Bursa Oyak Renault’dan bir işçi

 

Makineye değil işçiye değer

Merhaba arkadaşlar, patronun işçiye değil de makinelerine değer verdiği bir olaydan bahsetmek istiyorum. Fabrikamızda en çok iş kazalarının meydana geldiği manuel pres makinelerinin değerli parçalarını kafesvari bir parçayla kilitlediler. İşçi güvenliğinin sağlanması gerekirken makine güvenliğinin sağlanması hem komik hem de biz işçiler için artık onur kırıcı bir durum haline geldi.

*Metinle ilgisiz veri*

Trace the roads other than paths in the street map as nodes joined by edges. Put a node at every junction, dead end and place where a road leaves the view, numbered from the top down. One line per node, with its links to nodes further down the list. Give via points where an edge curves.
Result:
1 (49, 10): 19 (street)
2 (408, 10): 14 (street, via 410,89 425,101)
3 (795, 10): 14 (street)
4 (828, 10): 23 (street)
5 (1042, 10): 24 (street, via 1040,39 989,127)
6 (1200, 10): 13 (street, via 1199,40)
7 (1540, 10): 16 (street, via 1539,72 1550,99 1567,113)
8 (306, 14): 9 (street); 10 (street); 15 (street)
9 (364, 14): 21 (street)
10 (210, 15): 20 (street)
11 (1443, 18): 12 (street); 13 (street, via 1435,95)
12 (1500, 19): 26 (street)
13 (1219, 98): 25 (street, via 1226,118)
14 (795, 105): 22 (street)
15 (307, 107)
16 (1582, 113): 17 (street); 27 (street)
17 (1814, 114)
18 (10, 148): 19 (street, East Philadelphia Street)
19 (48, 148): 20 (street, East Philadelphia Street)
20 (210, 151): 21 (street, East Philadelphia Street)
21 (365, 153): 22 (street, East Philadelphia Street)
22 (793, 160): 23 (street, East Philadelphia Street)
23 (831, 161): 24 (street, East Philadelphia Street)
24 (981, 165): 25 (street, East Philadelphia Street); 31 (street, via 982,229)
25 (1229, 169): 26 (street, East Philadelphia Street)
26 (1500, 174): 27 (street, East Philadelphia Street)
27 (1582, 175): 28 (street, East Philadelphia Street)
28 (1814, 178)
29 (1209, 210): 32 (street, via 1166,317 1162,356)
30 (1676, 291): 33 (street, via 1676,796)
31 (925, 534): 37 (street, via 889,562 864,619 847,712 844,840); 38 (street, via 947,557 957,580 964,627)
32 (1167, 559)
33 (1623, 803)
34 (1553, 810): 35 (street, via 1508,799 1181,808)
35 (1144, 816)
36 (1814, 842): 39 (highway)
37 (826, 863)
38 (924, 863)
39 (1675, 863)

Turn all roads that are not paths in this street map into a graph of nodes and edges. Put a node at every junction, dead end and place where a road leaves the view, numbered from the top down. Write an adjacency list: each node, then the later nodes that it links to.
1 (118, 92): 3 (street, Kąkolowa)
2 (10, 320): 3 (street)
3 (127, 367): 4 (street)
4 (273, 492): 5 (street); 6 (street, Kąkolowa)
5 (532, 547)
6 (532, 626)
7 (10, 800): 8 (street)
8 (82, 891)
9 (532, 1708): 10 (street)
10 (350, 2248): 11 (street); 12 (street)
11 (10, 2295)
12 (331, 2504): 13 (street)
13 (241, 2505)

İşyerinin banka değiştirmesini bahane eden patronun bu ayki maaşları geç yatırması yetmiyormuş gibi işçilerle dalga geçerek “sen zayıfladın mı yahu” gibi cümleler kurarak işçilere baskı uygulamaya başladı. Halbuki sendikamız olsa hem çalışma koşullarımız daha iyi hem de yaşanacak bir maaşımız olurdu. Bu onur kırıcı muameleye de katlanmak zorunda kalmazdık. Gelin arkadaşlar sendikaya üye olalım, zincirlerimizi kıralım.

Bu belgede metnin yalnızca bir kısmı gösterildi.